• Problem to solve:
Using the records below, filter out every line that lacks "edges" and copy the rest.

• Input for this task:

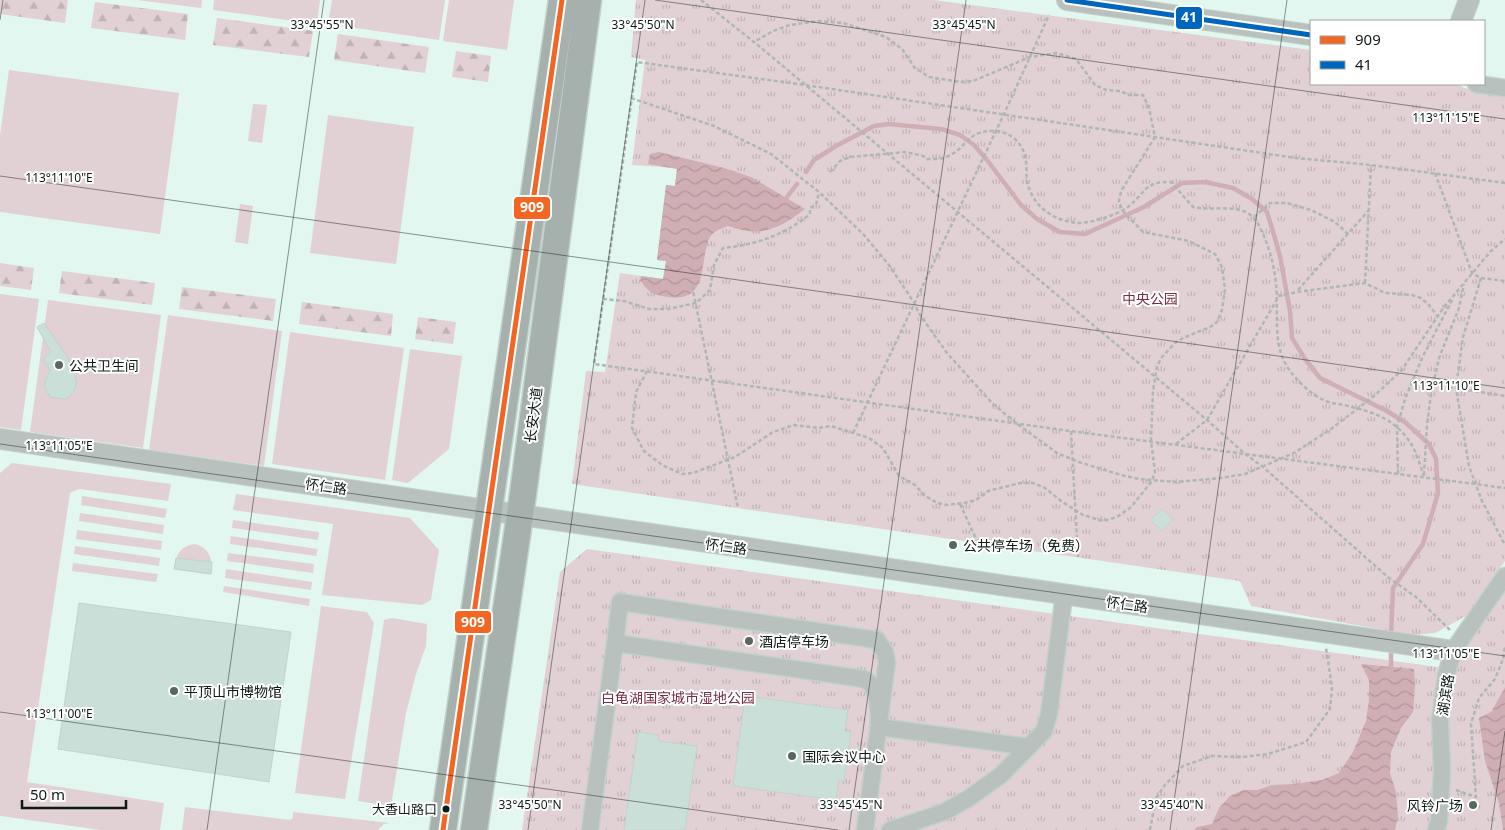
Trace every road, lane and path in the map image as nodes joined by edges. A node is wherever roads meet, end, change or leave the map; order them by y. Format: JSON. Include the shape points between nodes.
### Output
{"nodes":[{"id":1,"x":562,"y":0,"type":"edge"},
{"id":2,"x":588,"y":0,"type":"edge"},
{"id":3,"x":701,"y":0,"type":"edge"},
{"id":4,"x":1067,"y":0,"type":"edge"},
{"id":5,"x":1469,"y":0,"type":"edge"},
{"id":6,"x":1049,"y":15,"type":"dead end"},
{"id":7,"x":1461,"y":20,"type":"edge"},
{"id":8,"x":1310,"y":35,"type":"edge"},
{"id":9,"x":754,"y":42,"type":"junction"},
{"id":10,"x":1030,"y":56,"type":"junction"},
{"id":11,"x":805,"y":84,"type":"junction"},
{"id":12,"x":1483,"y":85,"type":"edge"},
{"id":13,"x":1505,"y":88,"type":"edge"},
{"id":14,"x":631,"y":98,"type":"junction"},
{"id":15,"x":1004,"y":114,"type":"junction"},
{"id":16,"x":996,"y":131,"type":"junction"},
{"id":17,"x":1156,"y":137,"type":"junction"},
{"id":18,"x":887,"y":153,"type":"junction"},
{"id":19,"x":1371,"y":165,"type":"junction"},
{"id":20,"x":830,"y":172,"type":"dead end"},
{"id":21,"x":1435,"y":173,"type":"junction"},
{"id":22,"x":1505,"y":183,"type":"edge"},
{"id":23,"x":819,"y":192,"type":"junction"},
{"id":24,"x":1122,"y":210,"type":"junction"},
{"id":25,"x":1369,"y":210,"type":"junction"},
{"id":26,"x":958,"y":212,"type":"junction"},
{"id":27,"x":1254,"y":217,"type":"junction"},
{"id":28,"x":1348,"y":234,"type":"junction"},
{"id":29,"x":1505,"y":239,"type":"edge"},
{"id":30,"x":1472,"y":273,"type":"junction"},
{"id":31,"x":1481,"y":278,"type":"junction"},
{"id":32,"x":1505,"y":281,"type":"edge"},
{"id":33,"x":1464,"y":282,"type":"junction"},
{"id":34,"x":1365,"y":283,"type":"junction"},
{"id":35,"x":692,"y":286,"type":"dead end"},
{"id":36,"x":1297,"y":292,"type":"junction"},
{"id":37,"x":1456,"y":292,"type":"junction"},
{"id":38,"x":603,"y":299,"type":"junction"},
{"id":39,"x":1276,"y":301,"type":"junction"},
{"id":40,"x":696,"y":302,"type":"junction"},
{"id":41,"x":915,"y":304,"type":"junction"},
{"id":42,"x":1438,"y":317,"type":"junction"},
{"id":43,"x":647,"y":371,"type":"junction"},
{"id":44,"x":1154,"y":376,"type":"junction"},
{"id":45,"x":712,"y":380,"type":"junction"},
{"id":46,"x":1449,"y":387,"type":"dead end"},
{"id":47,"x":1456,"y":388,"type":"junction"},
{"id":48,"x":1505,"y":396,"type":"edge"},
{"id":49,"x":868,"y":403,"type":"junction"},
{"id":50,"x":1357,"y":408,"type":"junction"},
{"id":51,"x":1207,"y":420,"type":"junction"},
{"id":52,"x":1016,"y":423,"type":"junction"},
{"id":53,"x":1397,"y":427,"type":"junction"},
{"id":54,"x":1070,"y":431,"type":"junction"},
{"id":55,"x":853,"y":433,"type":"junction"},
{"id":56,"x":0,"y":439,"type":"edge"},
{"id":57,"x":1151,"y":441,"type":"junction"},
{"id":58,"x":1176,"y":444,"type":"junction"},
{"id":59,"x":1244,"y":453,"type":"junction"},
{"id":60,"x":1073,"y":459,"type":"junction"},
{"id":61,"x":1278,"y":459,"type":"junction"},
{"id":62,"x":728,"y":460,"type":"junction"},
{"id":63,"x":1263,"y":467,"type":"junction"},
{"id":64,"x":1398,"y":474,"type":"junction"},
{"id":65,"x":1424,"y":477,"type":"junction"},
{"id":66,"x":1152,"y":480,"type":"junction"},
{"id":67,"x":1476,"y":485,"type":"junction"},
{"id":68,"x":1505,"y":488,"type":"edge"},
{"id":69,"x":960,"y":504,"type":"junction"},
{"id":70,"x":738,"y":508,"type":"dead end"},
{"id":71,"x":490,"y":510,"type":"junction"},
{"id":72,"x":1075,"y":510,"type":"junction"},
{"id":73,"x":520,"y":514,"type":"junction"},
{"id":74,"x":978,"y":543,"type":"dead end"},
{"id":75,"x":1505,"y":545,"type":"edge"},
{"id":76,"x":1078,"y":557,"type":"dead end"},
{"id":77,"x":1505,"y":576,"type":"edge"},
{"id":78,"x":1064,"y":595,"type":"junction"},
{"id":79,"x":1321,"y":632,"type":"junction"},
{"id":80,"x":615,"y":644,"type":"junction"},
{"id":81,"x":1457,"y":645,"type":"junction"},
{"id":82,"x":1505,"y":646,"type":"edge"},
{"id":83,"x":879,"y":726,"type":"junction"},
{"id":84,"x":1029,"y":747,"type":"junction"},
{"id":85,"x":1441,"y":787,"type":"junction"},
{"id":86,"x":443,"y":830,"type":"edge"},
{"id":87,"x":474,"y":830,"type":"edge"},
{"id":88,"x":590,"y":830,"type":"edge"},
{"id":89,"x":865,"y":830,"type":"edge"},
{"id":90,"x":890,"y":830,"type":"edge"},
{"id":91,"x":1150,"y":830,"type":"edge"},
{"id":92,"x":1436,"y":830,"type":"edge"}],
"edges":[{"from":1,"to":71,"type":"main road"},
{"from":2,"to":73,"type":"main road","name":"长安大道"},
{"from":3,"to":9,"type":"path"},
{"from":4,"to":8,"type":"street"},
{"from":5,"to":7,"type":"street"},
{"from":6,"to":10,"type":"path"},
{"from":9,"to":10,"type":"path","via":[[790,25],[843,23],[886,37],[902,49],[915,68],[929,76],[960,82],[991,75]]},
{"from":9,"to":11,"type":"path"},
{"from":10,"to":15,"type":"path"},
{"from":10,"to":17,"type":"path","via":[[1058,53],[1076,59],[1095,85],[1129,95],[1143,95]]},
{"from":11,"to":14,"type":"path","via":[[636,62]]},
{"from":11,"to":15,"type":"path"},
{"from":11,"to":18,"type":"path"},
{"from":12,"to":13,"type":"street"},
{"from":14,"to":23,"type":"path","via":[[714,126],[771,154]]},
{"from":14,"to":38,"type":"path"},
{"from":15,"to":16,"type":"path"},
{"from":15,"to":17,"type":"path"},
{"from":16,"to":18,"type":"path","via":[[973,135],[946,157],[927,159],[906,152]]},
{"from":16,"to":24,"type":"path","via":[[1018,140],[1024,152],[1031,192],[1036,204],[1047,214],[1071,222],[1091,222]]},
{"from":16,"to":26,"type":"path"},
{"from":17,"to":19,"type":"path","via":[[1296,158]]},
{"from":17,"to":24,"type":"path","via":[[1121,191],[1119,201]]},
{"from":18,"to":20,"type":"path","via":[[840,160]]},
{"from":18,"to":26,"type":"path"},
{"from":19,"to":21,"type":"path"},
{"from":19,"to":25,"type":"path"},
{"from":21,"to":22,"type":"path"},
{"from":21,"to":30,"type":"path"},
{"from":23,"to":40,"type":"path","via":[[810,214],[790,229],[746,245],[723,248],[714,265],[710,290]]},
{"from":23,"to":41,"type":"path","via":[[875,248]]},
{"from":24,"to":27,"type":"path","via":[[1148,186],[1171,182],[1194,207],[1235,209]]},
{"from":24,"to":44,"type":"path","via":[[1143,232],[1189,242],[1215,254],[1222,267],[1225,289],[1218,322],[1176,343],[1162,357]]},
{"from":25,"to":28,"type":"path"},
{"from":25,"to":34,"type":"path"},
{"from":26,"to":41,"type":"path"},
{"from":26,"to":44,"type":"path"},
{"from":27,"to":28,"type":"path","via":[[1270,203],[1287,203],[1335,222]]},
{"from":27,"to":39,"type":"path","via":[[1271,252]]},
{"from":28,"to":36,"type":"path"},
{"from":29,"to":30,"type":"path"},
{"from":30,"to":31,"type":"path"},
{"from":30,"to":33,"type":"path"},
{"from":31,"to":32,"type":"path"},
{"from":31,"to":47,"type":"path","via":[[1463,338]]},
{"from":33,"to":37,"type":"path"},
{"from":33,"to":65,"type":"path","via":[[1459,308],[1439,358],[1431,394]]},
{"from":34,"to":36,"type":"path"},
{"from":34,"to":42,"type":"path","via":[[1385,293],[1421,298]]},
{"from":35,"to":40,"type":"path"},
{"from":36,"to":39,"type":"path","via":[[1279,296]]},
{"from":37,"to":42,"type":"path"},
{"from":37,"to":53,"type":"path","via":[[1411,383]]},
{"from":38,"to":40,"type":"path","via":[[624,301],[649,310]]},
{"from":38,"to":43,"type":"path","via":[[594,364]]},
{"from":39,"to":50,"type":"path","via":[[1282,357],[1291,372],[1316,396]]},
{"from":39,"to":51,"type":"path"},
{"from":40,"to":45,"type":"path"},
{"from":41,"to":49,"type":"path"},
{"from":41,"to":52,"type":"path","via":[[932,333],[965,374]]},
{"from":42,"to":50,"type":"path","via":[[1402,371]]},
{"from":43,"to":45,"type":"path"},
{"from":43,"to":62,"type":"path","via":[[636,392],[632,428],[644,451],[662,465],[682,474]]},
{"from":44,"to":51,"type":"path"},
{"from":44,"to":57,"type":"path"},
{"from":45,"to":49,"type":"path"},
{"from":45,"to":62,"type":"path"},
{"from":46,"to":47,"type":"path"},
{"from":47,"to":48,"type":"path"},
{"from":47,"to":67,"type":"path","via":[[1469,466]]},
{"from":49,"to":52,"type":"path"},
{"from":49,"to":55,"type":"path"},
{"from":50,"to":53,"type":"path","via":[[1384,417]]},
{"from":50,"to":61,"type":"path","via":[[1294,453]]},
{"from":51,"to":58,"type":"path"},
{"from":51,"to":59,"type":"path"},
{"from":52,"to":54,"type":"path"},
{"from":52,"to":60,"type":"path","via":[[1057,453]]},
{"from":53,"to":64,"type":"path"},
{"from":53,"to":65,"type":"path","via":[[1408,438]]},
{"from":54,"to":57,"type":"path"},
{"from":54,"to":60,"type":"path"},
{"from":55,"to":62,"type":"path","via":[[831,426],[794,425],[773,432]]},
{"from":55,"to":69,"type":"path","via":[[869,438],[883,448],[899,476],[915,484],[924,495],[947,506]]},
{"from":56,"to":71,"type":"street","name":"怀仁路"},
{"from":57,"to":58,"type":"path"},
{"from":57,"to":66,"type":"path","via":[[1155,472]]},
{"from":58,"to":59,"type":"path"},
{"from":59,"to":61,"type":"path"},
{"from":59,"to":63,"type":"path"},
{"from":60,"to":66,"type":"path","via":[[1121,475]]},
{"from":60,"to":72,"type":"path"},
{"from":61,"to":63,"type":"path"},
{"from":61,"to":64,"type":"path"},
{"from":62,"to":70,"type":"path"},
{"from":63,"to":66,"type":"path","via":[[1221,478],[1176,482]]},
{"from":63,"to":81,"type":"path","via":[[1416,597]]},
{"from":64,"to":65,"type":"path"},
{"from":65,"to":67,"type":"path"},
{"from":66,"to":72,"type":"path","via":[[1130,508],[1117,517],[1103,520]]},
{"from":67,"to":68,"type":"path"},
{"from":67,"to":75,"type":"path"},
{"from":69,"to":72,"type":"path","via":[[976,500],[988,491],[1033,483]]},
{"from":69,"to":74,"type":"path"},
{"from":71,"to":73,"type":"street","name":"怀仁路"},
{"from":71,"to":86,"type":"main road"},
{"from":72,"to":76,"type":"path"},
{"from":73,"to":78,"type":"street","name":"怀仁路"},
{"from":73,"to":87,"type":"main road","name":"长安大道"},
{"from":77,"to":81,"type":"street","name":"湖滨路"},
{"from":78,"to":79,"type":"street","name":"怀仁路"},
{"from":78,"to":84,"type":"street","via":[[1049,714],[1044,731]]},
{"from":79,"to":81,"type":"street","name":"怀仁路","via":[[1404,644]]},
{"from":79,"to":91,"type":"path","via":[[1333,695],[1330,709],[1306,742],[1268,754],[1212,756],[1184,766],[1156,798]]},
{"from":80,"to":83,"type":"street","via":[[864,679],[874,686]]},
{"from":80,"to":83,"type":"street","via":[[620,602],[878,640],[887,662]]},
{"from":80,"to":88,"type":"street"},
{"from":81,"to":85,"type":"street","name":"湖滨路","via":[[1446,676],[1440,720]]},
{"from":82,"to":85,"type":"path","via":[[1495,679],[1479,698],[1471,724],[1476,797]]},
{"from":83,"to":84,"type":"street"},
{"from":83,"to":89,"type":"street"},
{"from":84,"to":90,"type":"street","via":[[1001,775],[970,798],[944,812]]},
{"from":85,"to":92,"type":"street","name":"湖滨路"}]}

• Task output:
Trace every road, lane and path in the map image as nodes joined by edges. A node is wherever roads meet, end, change or leave the map; order them by y. Format: JSON. Include the shape points between nodes.
"edges":[{"from":1,"to":71,"type":"main road"},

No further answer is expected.